Aveva quindici anni quando fu portata al cospetto dell’imperatore Lucio Domizio Aureliano, in un freddo giorno alla fine di dicembre dell’anno 273.
Quando il centurione consegnò all’imperatore la lista dei nomi dei cristiani catturati durante uno di quei loro empi raduni sovversivi, ad Aureliano andò di traverso il vino nel ritrovarvi un’appartenente a un’antica e nobile famiglia dell’Hispania: l’ennesima giovane patrizia che, invece di pensare a diventare una brava matrona pronta a mettere al mondo tanti soldati per Roma, aveva rinnegato il mos maiorum per quel menagramo di ebreo!
Inoltre, quell’inconveniente proprio non ci voleva: egli si trovava a Sens, nella Gallia Lugdunense, per riportare le province secessioniste delle Gallie sotto il dominio imperiale, non certo per convincere qualche esaltato che si rifiutava di bruciare incensi agli dei patri.
Risolse, dunque, di sbrigare la faccenda nel minor tempo possibile e iniziò subito a farsi portare gli accusati.
Venne il turno di Eporita.
Aureliano, dopo una rapida osservazione e un paio di domande, aveva capito perché, dopo il suo battesimo, le avessero dato il nome di Colomba: sembrava non esserci, sulla terra, nulla di più puro e candido di quella giovane dai profondi occhi scuri.

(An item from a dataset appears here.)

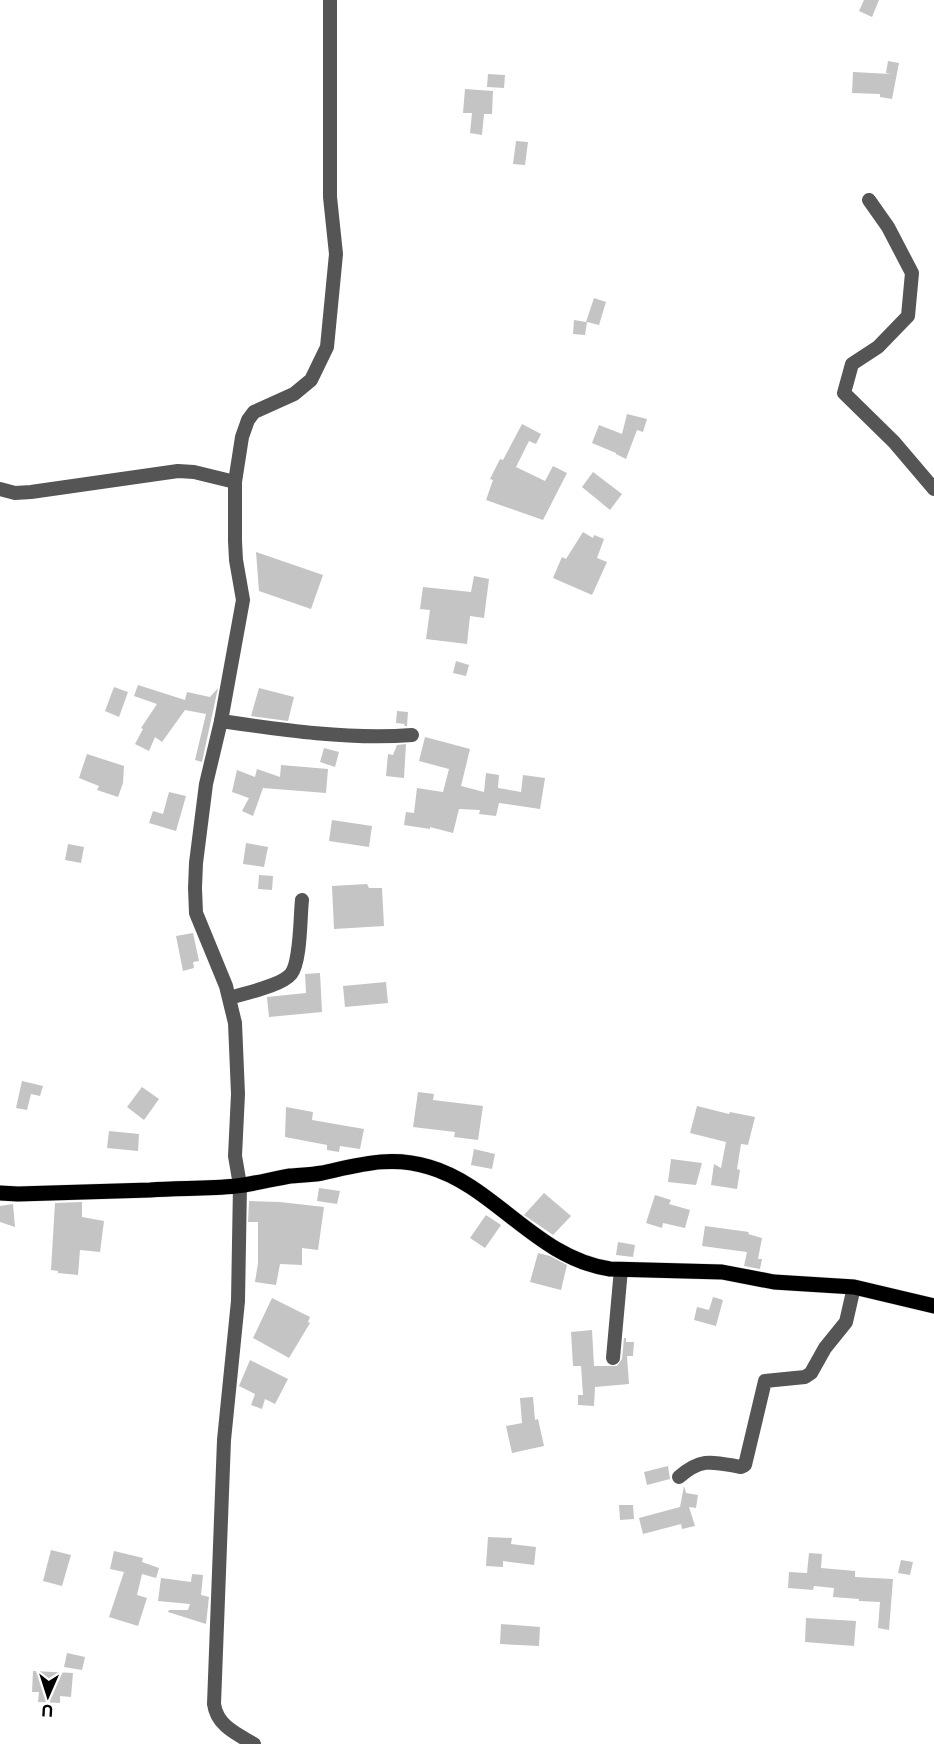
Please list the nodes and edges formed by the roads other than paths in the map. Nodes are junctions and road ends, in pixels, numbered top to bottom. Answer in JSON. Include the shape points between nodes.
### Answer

Al termine dell’interrogatorio, si trovò a pensare che sarebbe stato disposto a cedere qualche territorio di una provincia romana purché almeno un briciolo delle virtù muliebri di quella ragazza albergassero ancora nelle donne dell’Urbe, così voluttuose, dedite a ogni sorta di intrigo, avide di potere e ricchezze. E così gli balenò in mente una soluzione per salvare lei dalla condanna a morte e, contemporaneamente, dare alla sua discendenza una madre della caratura dell’antica Lucrezia.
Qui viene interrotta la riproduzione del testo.